An arm wraps around his shoulders, making Felix stumble mid-swing. It takes all he has not to lash out—not to try and skewer someone with his training blade—though it certainly doesn’t keep his elbow from jabbing someone in the ribs.

“Harsh!” Sylvain laughs, stumbling back from the force of the blow.

The smile on Sylvain’s face is the only thing keeping Felix from striking him again. He’s grinning—a full, toothy grin that Felix hasn’t seen for ages. The kind that should be impossible for someone in stabbing distance.

Felix shrugged Sylvain off instead, eyes narrowing as he tried to decipher that look on Sylvain’s face. “What do you want.” He doesn’t have the patience for Sylvain today—even if he is acting weird.

“Something happened that I thought you’d be interested in,” Sylvain explains.

“Doubtful.”

“Oh, c’mon. Aren’t you curious?”

“No.”

Sylvain wraps his arm around Felix’s shoulders again, utterly oblivious to the way Felix’s fingers grip tighter around his blade. “You sure?”

Felix considers if the lecture is worth stabbing Sylvain. Maybe it will be less so long as it isn’t fatal. Or won’t impact the upcoming battle.

“Ingrid asked me out,” Sylvain says plainly, as if it’s the most normal thing in the world. It doesn’t change the way his smile gets impossibly wider.

It’s so unusual, impossible even, that Felix just stares at him.

“You hear me?”

Felix blinks, hoping that the motion helps his brain come back to normal. It works. Mostly. Not as much as he’d like, though. “Let me guess,” he mutters, voice cold, “you said something stupid back.”

Sylvain’s expression drops a little. “Huh?”

“I know you,” Felix grumbles. “You probably said something insulting so she’d never ask again.”

“I didn’t reject her, Felix,” Sylvain says, pulling Felix closer. “I…I, ah, I kissed her.
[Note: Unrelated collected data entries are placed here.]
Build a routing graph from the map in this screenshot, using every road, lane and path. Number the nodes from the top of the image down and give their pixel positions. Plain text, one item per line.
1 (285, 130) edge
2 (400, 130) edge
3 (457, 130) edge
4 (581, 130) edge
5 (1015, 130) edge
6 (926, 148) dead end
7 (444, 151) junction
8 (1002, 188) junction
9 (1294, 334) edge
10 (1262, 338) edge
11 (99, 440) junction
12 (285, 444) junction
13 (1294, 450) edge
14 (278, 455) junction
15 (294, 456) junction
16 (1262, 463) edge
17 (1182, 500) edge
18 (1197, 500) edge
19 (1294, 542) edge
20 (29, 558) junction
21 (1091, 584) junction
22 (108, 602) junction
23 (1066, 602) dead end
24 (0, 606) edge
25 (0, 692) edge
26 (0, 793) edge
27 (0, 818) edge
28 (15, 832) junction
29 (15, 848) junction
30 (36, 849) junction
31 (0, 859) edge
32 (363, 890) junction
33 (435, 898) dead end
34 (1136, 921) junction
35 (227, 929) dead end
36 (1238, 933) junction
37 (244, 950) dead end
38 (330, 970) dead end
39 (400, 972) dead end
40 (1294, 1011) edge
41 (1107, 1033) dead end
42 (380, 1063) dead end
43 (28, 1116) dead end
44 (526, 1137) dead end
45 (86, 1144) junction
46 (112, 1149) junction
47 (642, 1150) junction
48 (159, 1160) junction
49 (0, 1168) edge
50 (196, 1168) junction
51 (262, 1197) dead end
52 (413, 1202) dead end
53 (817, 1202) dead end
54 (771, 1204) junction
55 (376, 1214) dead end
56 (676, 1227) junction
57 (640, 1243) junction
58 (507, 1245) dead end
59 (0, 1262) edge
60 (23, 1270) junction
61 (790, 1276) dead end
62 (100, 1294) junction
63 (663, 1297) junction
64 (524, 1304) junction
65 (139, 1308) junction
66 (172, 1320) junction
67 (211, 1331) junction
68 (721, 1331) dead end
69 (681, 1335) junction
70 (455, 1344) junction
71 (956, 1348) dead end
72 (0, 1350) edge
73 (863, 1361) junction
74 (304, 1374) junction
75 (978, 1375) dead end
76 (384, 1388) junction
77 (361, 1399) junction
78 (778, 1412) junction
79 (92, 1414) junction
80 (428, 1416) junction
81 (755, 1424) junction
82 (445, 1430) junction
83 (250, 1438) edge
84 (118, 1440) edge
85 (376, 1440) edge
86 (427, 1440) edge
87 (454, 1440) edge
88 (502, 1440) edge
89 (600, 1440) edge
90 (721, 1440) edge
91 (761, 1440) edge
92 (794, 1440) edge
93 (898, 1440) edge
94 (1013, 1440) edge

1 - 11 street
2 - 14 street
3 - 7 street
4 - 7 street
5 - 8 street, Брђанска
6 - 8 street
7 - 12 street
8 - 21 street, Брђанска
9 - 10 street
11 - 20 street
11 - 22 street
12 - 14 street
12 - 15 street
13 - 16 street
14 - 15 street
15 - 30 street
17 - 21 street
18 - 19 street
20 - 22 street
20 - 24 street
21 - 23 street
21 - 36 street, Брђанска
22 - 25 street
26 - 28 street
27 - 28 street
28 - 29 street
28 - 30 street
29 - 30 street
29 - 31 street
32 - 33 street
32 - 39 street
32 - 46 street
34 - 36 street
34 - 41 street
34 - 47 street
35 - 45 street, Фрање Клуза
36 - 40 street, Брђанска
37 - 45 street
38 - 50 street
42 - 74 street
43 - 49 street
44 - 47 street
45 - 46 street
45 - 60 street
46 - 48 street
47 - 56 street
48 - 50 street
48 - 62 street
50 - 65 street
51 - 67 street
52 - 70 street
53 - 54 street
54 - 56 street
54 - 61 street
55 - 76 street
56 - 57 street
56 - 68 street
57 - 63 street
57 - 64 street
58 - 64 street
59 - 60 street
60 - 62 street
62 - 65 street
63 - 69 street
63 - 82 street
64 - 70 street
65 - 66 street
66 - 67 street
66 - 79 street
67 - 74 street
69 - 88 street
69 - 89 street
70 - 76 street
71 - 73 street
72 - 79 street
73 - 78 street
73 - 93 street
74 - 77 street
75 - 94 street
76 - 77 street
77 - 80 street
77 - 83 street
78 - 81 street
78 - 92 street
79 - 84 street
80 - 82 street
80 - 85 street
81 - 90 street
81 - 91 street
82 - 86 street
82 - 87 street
Like you, um, ahem.”

Felix stares at him.

“I didn’t realize…how much she was…you know.” Sylvain’s face is crimson, his gaze averted in a way completely foreign on his face. “No…that’s not right. You told me. I just…didn’t listen.”

Felix narrows his eyes. “What changed your mind?”

“Dimitri spoke to me.”

Felix scoffs.

“Hear me out! He started talking to me…and it sounded familiar. Really familiar. Got me thinking, you know? Wondering if, maybe, I’m just—”

“Being an idiot.”

“Felix, cut a guy some slack. Not all of us can…be like you.” Sylvain laughs lightly. “So, when Ingrid asked, I just…,” he sighs, “I guess I just couldn’t play ignorant anymore.”

Felix huffs in response. “So long as it’s handled, I don’t care.”

“Which reminds me to ask,” Sylvain’s face inches closer, breath warm against Felix’s ear as his voice drops low, “did you talk to Ingrid?”

Felix glances at Sylvain, the urge to stab him spiking anew. “Doesn’t matter.”

“It does.” Sylvain grins wide. “Because, if you did, then we owe you. A lot.”

Felix huffs, uncurling Sylvain’s fingers from his coat. He tries to duck out from beneath Sylvain’s arm, but Sylvain is as stubborn about keeping him in place as he was about pretending he wasn’t in love.

“So long as you’re not acting like lovesick fools,” Felix huffs, “then I’m satisfied.”

Sylvain chuckles, undeterred. “Well, I still owe you.” He brightens as a thought appears to cross his mind. “How about this? Whenever you get a case of the feelings, let me know. I’ll return the favor.”

Felix scoffs, aiming his elbow right for Sylvain’s gut. He dodges out of the way as Sylvain reaches for him again. “Don’t bother,” he says, unable to resist the smirk on his lips. “You couldn’t even ask Ingrid on a date. I won’t trust you within an inch of my love life.”

Sylvain sputters—but the fact that he can’t actually respond proves Felix is right. Again.